Some limitations of the present study should also be discussed. First, the semiquantitative analysis is at least partially an operator-dependent technique, especially with regard to the definition of the ROIs. Furthermore, this technique is partially dependent on the instruments used and the peculiarities of the local patient population. Therefore, each laboratory needs to optimize the protocol and to define its own WOInd cut-off. Second, these results were obtained in patients prospectively evaluated in a single referral centre and need to be confirmed on a larger, multicentre population before universal adoption of this technique can be considered.
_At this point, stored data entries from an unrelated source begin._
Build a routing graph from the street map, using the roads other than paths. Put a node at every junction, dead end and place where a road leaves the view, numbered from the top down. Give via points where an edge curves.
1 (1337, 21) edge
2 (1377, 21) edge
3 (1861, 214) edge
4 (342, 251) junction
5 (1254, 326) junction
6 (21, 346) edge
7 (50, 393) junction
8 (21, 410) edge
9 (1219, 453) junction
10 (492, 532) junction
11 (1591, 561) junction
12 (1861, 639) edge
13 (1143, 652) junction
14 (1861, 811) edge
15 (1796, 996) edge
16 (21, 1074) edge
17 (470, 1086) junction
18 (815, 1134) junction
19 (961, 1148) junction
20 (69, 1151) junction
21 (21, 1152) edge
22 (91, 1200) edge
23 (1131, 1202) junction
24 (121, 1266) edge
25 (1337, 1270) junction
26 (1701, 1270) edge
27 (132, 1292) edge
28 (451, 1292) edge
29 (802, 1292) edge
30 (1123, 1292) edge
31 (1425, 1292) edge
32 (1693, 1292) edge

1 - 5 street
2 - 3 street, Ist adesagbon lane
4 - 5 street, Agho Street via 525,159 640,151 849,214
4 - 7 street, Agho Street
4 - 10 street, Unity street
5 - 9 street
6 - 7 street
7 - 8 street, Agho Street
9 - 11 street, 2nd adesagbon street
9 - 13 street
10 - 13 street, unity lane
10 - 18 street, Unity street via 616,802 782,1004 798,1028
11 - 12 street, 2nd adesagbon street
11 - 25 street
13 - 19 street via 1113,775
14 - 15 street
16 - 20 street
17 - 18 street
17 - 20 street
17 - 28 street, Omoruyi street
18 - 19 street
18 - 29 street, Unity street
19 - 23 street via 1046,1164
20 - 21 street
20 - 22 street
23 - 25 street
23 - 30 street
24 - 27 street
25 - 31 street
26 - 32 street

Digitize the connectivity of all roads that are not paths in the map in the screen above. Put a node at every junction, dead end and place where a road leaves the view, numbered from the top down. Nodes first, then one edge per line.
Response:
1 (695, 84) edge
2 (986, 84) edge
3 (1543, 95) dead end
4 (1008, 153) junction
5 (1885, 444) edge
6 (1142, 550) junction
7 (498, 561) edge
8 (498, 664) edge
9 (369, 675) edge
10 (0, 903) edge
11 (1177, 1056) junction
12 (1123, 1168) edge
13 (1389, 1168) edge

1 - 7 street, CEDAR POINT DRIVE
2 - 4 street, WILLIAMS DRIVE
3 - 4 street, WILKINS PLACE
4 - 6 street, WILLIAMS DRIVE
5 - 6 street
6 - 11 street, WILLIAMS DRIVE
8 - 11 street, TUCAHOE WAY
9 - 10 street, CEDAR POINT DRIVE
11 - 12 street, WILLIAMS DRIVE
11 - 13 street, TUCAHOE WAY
Third, no data are available in the literature on direct prospective comparisons between 99mTc-MIBI scan and Afirma GEC. Heinzel et al. [30] recently compared the published results of Afirma and molecular imaging with 99mTc-MIBI and found that the latter is superior both in terms of life-years gained and cost/effectiveness. However, head-to-head comparisons in the same patient population are needed to clarify this issue. Notwithstanding these limitations, our results suggest that semiquantitative 99mTc-MIBI could be a highly accurate presurgical method for investigating follicular lesions, predicting the malignant behaviour of thyroid nodules that are indeterminately diagnosed as follicular proliferations on FNAC. The use of this technique has great potential to reduce the number of diagnostic thyroid surgical procedures performed in patients with follicular proliferations without a great risk of missing DTC. However, based on the present results semiquantitative analysis may be unnecessary if 99mTc-MIBI scintigraphy is unequivocally negative, i.e. no mismatch compared to 99mTc-pertechnetate scintigraphy.


In patients with a thyroid nodule cytologically diagnosed as follicular proliferation, semiquantitative analysis of 99mTc-MIBI scintigraphy should be the preferred method for differentiating benign from malignant nodules. It is superior to both purely visual interpretation of 99mTc-MIBI scintigraphy and to molecular testing for the presence of DTC-associated mutations in FNAC sample material.